▸ How to complete this task
For each entry, repeat the text exactly and omit any picture it holds.

▸ Source material
[Start of section]
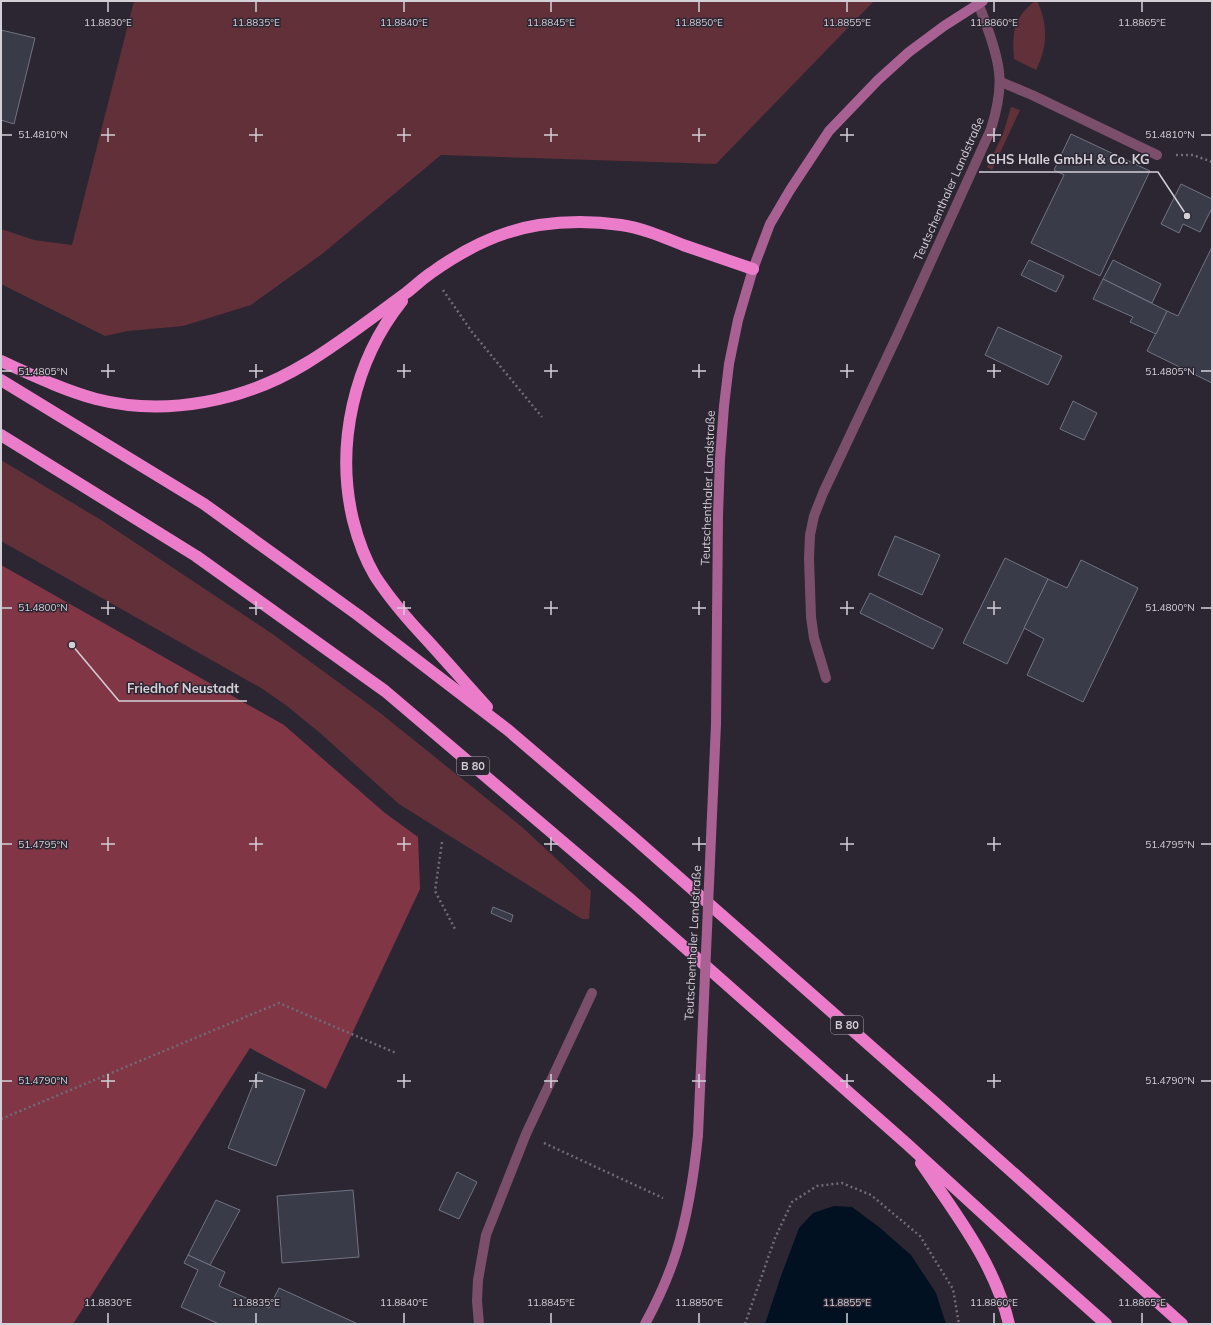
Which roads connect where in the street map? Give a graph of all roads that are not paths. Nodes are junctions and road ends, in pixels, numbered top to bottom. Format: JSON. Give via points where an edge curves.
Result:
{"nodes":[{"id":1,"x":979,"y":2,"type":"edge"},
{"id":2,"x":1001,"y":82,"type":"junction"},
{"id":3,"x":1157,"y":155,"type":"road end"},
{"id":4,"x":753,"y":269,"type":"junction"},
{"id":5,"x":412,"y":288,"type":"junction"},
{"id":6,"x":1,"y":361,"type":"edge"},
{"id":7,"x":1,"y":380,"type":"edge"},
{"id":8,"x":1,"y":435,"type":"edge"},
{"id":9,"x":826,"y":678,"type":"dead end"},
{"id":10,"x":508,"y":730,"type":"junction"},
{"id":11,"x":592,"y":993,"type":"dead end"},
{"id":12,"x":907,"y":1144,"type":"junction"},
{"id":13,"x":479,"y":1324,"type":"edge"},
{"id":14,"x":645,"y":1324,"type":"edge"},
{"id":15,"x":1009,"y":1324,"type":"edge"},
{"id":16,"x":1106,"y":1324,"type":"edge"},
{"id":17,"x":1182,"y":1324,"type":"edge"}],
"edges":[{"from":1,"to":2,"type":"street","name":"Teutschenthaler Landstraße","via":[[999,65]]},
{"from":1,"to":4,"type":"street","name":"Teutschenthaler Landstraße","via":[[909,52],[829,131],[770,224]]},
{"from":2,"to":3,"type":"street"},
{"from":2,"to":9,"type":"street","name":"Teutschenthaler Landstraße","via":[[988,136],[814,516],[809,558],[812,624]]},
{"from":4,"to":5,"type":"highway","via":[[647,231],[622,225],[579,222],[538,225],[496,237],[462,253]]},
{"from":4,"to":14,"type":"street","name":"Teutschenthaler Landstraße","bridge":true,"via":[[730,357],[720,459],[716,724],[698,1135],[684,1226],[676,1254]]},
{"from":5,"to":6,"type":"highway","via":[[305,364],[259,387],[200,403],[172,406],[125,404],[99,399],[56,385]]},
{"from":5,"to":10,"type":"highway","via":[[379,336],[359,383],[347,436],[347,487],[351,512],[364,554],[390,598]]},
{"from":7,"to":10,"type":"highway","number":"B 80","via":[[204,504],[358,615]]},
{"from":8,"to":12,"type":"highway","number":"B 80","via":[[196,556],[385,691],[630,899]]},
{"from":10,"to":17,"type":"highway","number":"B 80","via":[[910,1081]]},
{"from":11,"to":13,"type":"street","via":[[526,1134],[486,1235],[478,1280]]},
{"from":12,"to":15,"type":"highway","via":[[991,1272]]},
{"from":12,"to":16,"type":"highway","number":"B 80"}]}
[End of section]
▸ Task response
Which roads connect where in the street map? Give a graph of all roads that are not paths. Nodes are junctions and road ends, in pixels, numbered top to bottom. Format: JSON. Give via points where an edge curves.
Result:
{"nodes":[{"id":1,"x":979,"y":2,"type":"edge"},
{"id":2,"x":1001,"y":82,"type":"junction"},
{"id":3,"x":1157,"y":155,"type":"road end"},
{"id":4,"x":753,"y":269,"type":"junction"},
{"id":5,"x":412,"y":288,"type":"junction"},
{"id":6,"x":1,"y":361,"type":"edge"},
{"id":7,"x":1,"y":380,"type":"edge"},
{"id":8,"x":1,"y":435,"type":"edge"},
{"id":9,"x":826,"y":678,"type":"dead end"},
{"id":10,"x":508,"y":730,"type":"junction"},
{"id":11,"x":592,"y":993,"type":"dead end"},
{"id":12,"x":907,"y":1144,"type":"junction"},
{"id":13,"x":479,"y":1324,"type":"edge"},
{"id":14,"x":645,"y":1324,"type":"edge"},
{"id":15,"x":1009,"y":1324,"type":"edge"},
{"id":16,"x":1106,"y":1324,"type":"edge"},
{"id":17,"x":1182,"y":1324,"type":"edge"}],
"edges":[{"from":1,"to":2,"type":"street","name":"Teutschenthaler Landstraße","via":[[999,65]]},
{"from":1,"to":4,"type":"street","name":"Teutschenthaler Landstraße","via":[[909,52],[829,131],[770,224]]},
{"from":2,"to":3,"type":"street"},
{"from":2,"to":9,"type":"street","name":"Teutschenthaler Landstraße","via":[[988,136],[814,516],[809,558],[812,624]]},
{"from":4,"to":5,"type":"highway","via":[[647,231],[622,225],[579,222],[538,225],[496,237],[462,253]]},
{"from":4,"to":14,"type":"street","name":"Teutschenthaler Landstraße","bridge":true,"via":[[730,357],[720,459],[716,724],[698,1135],[684,1226],[676,1254]]},
{"from":5,"to":6,"type":"highway","via":[[305,364],[259,387],[200,403],[172,406],[125,404],[99,399],[56,385]]},
{"from":5,"to":10,"type":"highway","via":[[379,336],[359,383],[347,436],[347,487],[351,512],[364,554],[390,598]]},
{"from":7,"to":10,"type":"highway","number":"B 80","via":[[204,504],[358,615]]},
{"from":8,"to":12,"type":"highway","number":"B 80","via":[[196,556],[385,691],[630,899]]},
{"from":10,"to":17,"type":"highway","number":"B 80","via":[[910,1081]]},
{"from":11,"to":13,"type":"street","via":[[526,1134],[486,1235],[478,1280]]},
{"from":12,"to":15,"type":"highway","via":[[991,1272]]},
{"from":12,"to":16,"type":"highway","number":"B 80"}]}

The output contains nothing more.